Vers une fétichisation de l’objet artistique

Il est important d’observer l’évolution du statut de l’objet provoquée par la mondialisation et les réseaux sociaux.

Avant, l’objet de luxe était apprécié pour ses qualités intrinsèques : son niveau de sophistication, les métiers artisanaux impliqués, son histoire patrimoniale et, bien sûr, son utilité.

Aujourd’hui, l’apparence l’emporte sur la fonction et la valeur prime sur la forme. L’objet est devenu signe.

L’objet s’éloignant de sa fonction, on achète un objet de luxe pour le montrer, le revendre et pour capitaliser sur sa valeur.

Ainsi, le prix du sac Chanel voit son prix augmenter sans que cela ne soit préjudiciable à ses ventes.

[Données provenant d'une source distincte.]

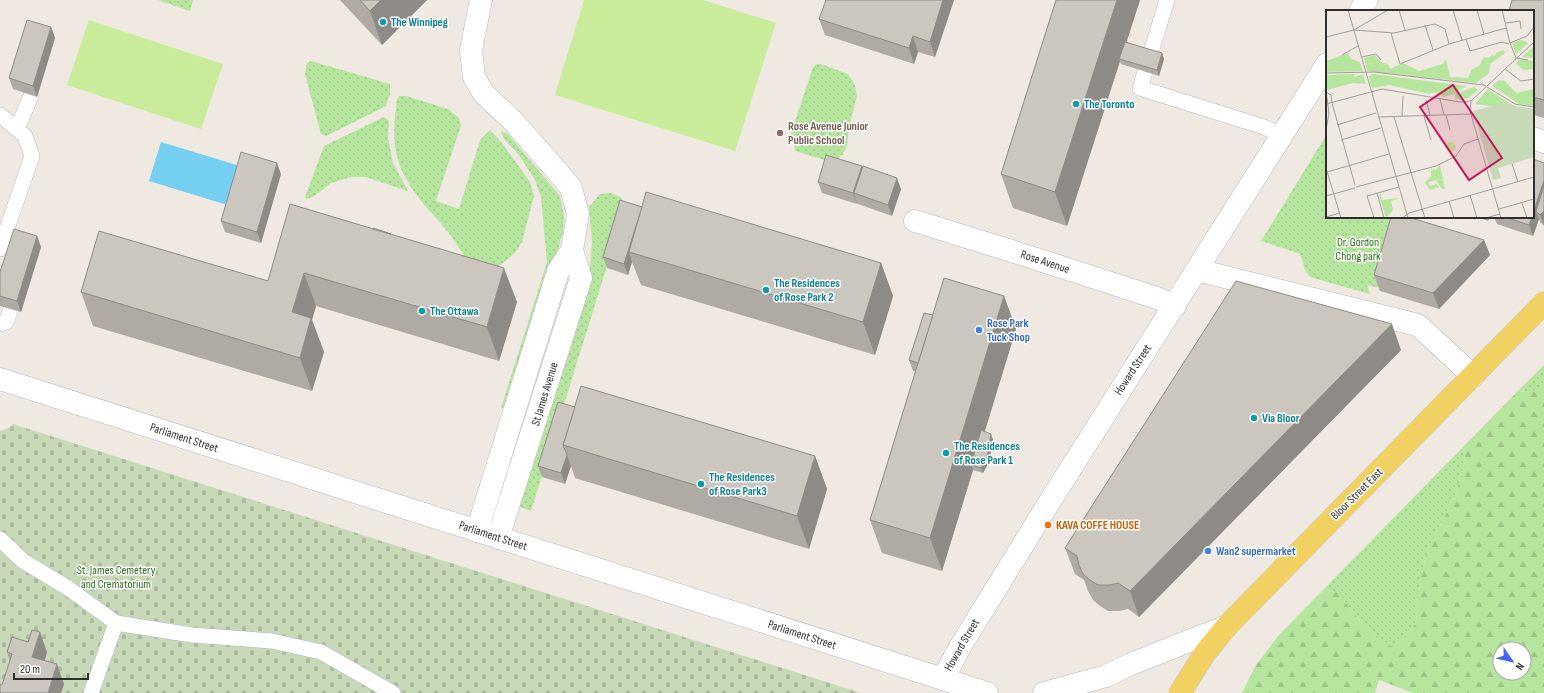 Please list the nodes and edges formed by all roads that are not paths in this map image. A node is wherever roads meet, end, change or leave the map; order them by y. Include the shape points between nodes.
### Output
1 (481, 0) edge
2 (1167, 0) edge
3 (1367, 0) edge
4 (1361, 10) edge
5 (1326, 66) edge
6 (31, 96) edge
7 (0, 115) edge
8 (17, 129) junction
9 (1281, 135) junction
10 (1534, 138) edge
11 (1544, 142) edge
12 (915, 221) dead end
13 (0, 249) edge
14 (572, 250) junction
15 (1197, 270) junction
16 (1544, 302) edge
17 (1175, 306) junction
18 (11, 309) edge
19 (0, 324) edge
20 (1473, 376) junction
21 (0, 379) edge
22 (477, 531) junction
23 (498, 538) junction
24 (0, 539) edge
25 (116, 623) junction
26 (1227, 626) junction
27 (943, 679) junction
28 (90, 693) edge
29 (393, 693) edge
30 (986, 693) edge
31 (1044, 693) edge
32 (1180, 693) edge

1 - 14 street, St James Avenue via 471,50 474,77 484,94 513,120 571,188 578,214
2 - 9 lane via 1140,88 1264,126
3 - 4 street
5 - 9 street, Howard Street
6 - 8 lane
7 - 8 lane
8 - 13 lane via 25,136 32,156
9 - 15 street, Howard Street
10 - 11 street
12 - 17 street, Rose Avenue via 1029,256
14 - 22 street, St James Avenue via 558,271
14 - 23 street, St James Avenue via 581,278
15 - 17 street, Howard Street
15 - 20 street via 1418,325
16 - 20 main road, Bloor Street East
17 - 27 street, Howard Street via 1047,506
18 - 19 lane via 6,322
20 - 26 main road, Bloor Street East
21 - 22 street, Parliament Street
22 - 23 street, Parliament Street
23 - 27 street, Parliament Street
24 - 25 lane via 23,561 68,588
25 - 28 lane
25 - 29 lane via 192,635 272,640 321,652
26 - 31 street via 1106,676
26 - 32 main road, Bloor Street East via 1205,653
27 - 30 street, Parliament Street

Tout ceci illustre le glissement du monde du luxe vers celui des objets d’art.

 La convergence de l’art et du luxe : la rareté

Aujourd’hui, les marques de luxe se comportent comme des galeries, des médiateurs culturels.

Ainsi, l’École des Arts Joailliers soutenue par la Maison Van Cleef&Arpels propose de transmettre le savoir-faire des métiers de la haute joaillerie, faire découvrir l’histoire du bijou et s’approprier l’univers des pierres précieuses.

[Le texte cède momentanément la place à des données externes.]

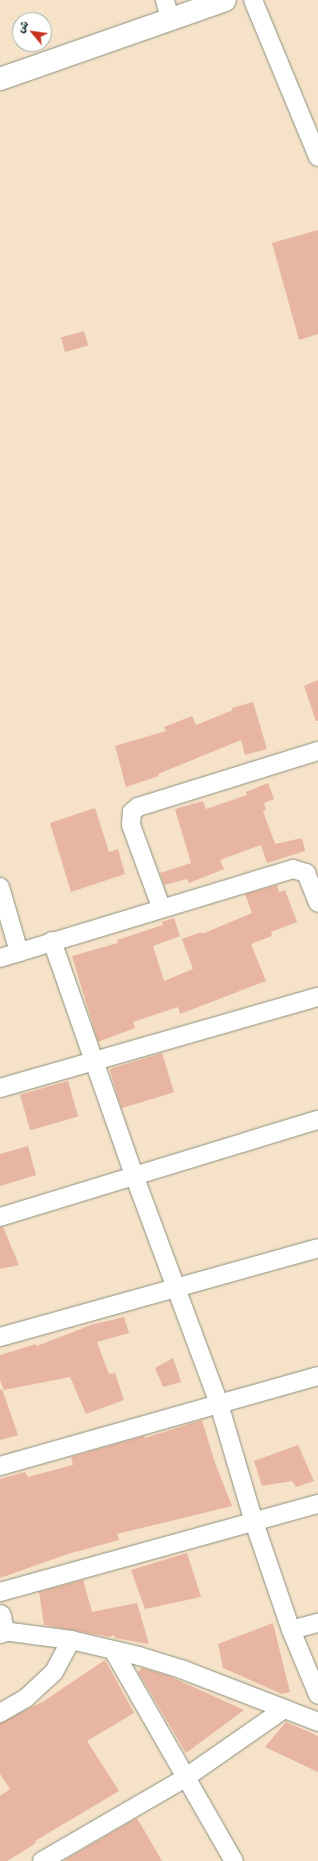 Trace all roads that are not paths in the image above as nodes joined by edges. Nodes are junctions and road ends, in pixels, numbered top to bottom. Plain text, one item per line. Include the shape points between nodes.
1 (225, 0) edge
2 (253, 0) edge
3 (167, 10) edge
4 (0, 79) edge
5 (318, 157) edge
6 (318, 751) edge
7 (0, 887) edge
8 (318, 903) edge
9 (161, 907) junction
10 (52, 941) junction
11 (19, 952) junction
12 (0, 958) edge
13 (318, 997) edge
14 (94, 1060) junction
15 (0, 1088) edge
16 (318, 1120) edge
17 (134, 1175) junction
18 (0, 1217) edge
19 (318, 1248) edge
20 (175, 1288) junction
21 (0, 1338) edge
22 (318, 1376) edge
23 (219, 1404) junction
24 (0, 1466) edge
25 (318, 1504) edge
26 (254, 1522) junction
27 (0, 1592) edge
28 (318, 1623) edge
29 (1, 1626) edge
30 (292, 1630) junction
31 (71, 1640) junction
32 (113, 1650) junction
33 (318, 1695) edge
34 (284, 1709) junction
35 (0, 1713) edge
36 (318, 1722) edge
37 (185, 1778) junction
38 (42, 1861) edge
39 (234, 1861) edge

1 - 3 street
2 - 5 street
3 - 4 street
6 - 9 street via 138,807 132,812 131,825
7 - 11 street
8 - 9 street via 306,873 293,869
9 - 10 street
10 - 11 street
10 - 14 street
11 - 12 street
13 - 14 street
14 - 15 street
14 - 17 street
16 - 17 street
17 - 18 street
17 - 20 street
19 - 20 street
20 - 21 street
20 - 23 street
22 - 23 street
23 - 24 street
23 - 26 street
25 - 26 street
26 - 27 street
26 - 30 street
28 - 30 street
29 - 31 street
30 - 33 street
31 - 32 street
31 - 35 street via 54,1672 26,1698
32 - 34 street via 181,1669
32 - 37 street
34 - 36 street
34 - 37 street
37 - 38 street
37 - 39 street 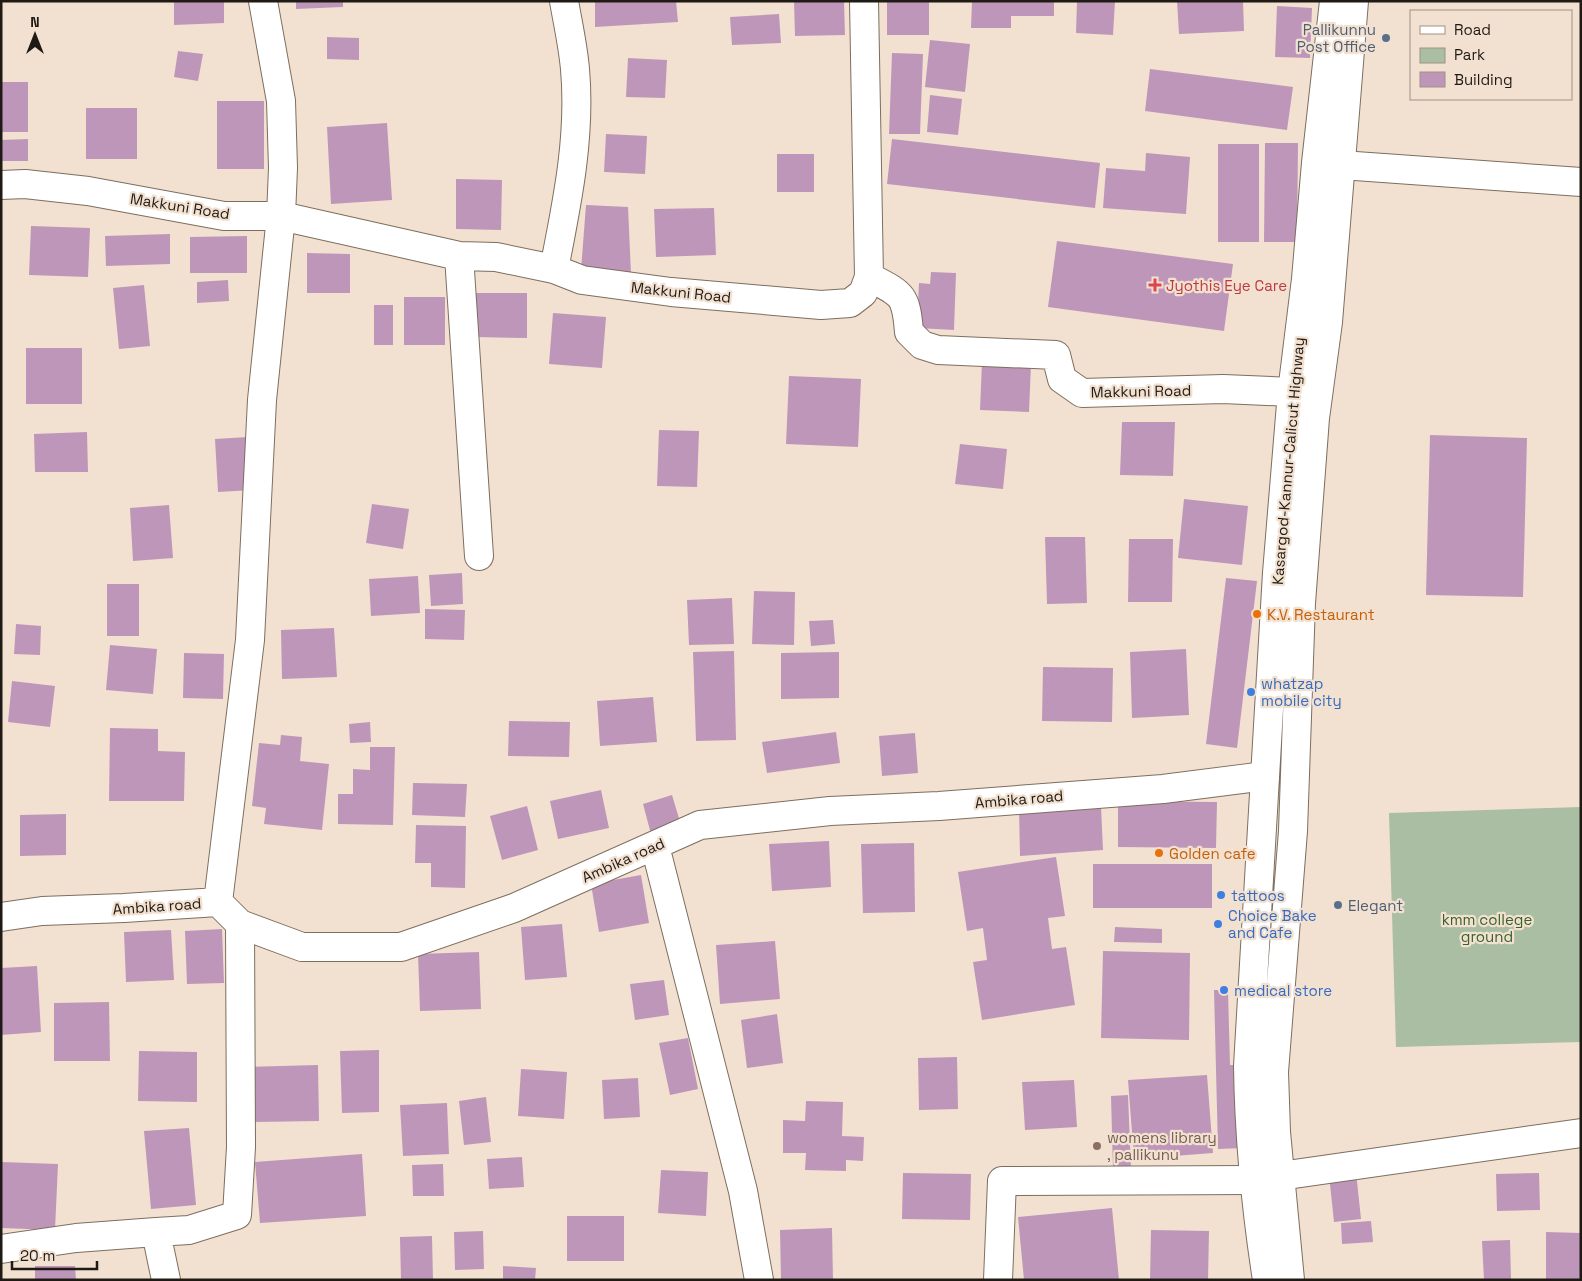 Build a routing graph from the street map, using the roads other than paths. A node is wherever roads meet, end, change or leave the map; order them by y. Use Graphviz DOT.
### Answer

Les boutiques se rapprochent aussi du style des galeries d’art en y présentant des œuvres d’art qui peuvent y être admirées. C’est le cas de la Maison Yves Saint Laurent. Chez Loewe, on a pu contempler une sélection des pièces de ses collections historiques mais aussi y découvrir une exposition pensée une constellation d’images réunissant des œuvres marquantes de l’art contemporain.

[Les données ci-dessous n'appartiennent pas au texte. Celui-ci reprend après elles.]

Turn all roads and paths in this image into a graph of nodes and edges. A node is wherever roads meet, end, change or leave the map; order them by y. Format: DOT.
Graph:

La raison de cette nouvelle tendance est liée au fait que l’objet de luxe s’étant vidé de sa substance, les marques sont en quête de nouvelles formes de distinction. Elles cherchent à conjuguer à travers leur espace rareté, exclusivité et clarté. Il y a peu de choses à regarder, mais c’est exceptionnel.

Après les concept-stores, les magasins galeries ouvrent une nouvelle page de l’histoire des marques de luxe.

Le luxe et l’art : une nouvelle notion du temps ?

La boutique de luxe créatrice de rareté coexiste avec l’engouffrement des marques de luxe dans la vente d’objets vintage.

Le vintage absorbe le présent, le passé et l’avenir. Et les boutiques de luxe font disparaître le présent au profit de l’instant, de l’immédiateté de l’expérience.

Il est parfaitement concevable que l’évolution aille vers une offre simplifiée avec des codes, des repères et des valeurs sûres et rassurantes pour le client.

Une nouvelle forme d’intemporalité du luxe ?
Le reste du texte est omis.